Ready Player One

I was told that Ernest Cline's novel Ready Player One is a brisk, fun read, filled with pop culture references that are integral to its story of a bleak future in which virtual reality is quite preferable to the real world.  In 2018, it was adapted into a flashy motion picture directed by someone quite familiar with this sort of material, Steven Spielberg.  It was an appropriate marriage, and the result was the expected eye-filling good time.  Part of me was hoping there would be something in the story line to inspire, stimulate intellectually, or at least hold my intrigue in between the glitter.  Another part recognized that such was unlikely, that the effects would win out, and that, sadly, there is some truth to the adage that every story has already been told.   It's the spin that a filmmaker employs that distinguishes it.  Did Spielberg come through with something innovative on more than one front?

Honestly, I felt like he was just repeating himself.  Was his attraction to this material the genesis of an effort to pay homage to his earlier movies? To re-mine his glory days? READY PLAYER ONE centers on a hard luck orphan named Wade (Tye Sheridan) who in the year 2045 regularly enters the VR wonderland known as OASIS.  There he seeks to find the Easter egg left by the deceased creator.  This egg will be the gateway to allow one to assume ownership of OASIS and is of course coveted by numerous other players, as well as the slimy CEO of a tech company.  The race, as they say, is on.
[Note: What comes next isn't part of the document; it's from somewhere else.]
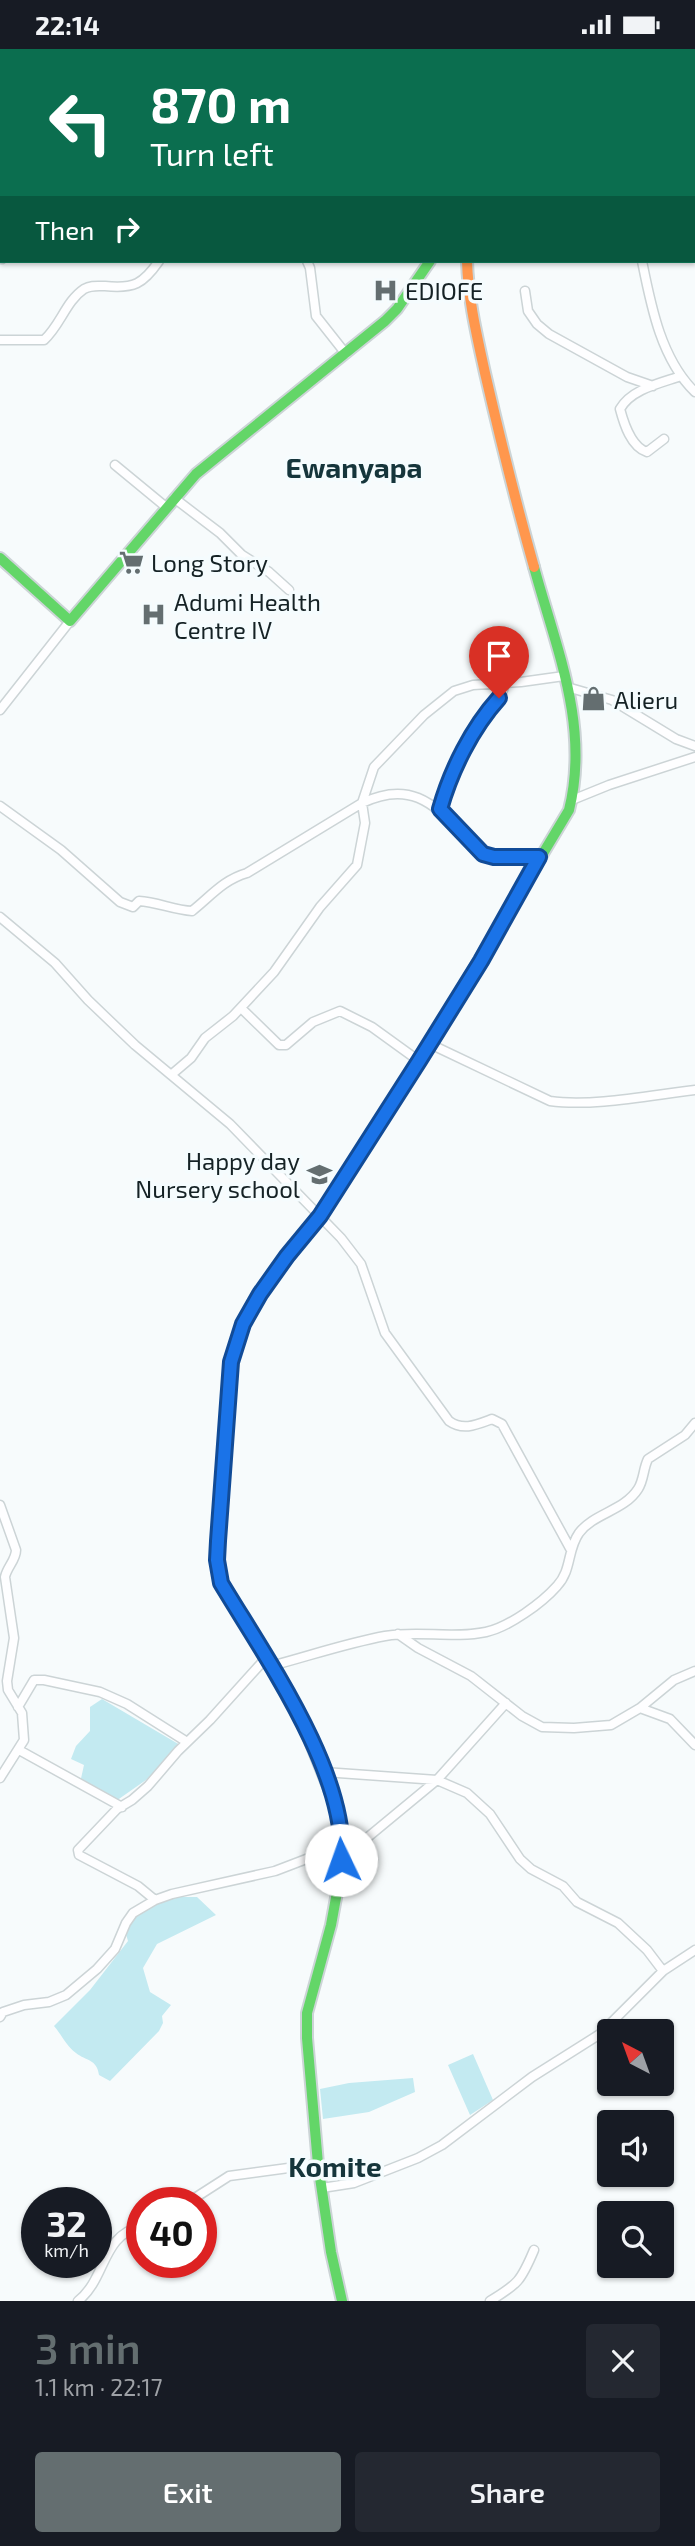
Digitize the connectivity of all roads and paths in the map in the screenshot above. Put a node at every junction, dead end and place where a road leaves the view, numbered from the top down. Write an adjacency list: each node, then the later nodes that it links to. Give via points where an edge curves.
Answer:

Wade will eventually meet the real life counterparts of the avatars he knows from OASIS.  One is a potential love interest.  All resemble rag tag youths who seem inspired by previous Spielberg movies, most notably HOOK, hardly favorable.  Within the virtual reality, players pilot the Delorean from BACK TO THE FUTURE, enlist assistance from the IRON GIANT robot, and attempt to escape the clutches of King Kong.  There are challenges that involve John Hughes trivia and entering the Overlook Hotel from THE SHINING.  These bits of pop alone make this movie worth watching, if that is your sort of thing.

It certainly is mine, and the numerous references surprisingly never become tiresome.  They whisk the movie along, past the predictability of the plot, as tired as it possibly could be.  Is READY PLAYER ONE some sort of latter day metaphor for current events? Probably, but the developments in this screenplay (by Zak Penn and RPO author Ernest Cline) make no real efforts to do anything but service the chases and mayhem. And the effects, which are sensational.  The emotional climax is also quite predictable, and strangely hollow.  Spielberg has fashioned another appealing thrill, but these days his considerable talents are better served for more grown up entertainments like THE POST and LINCOLN.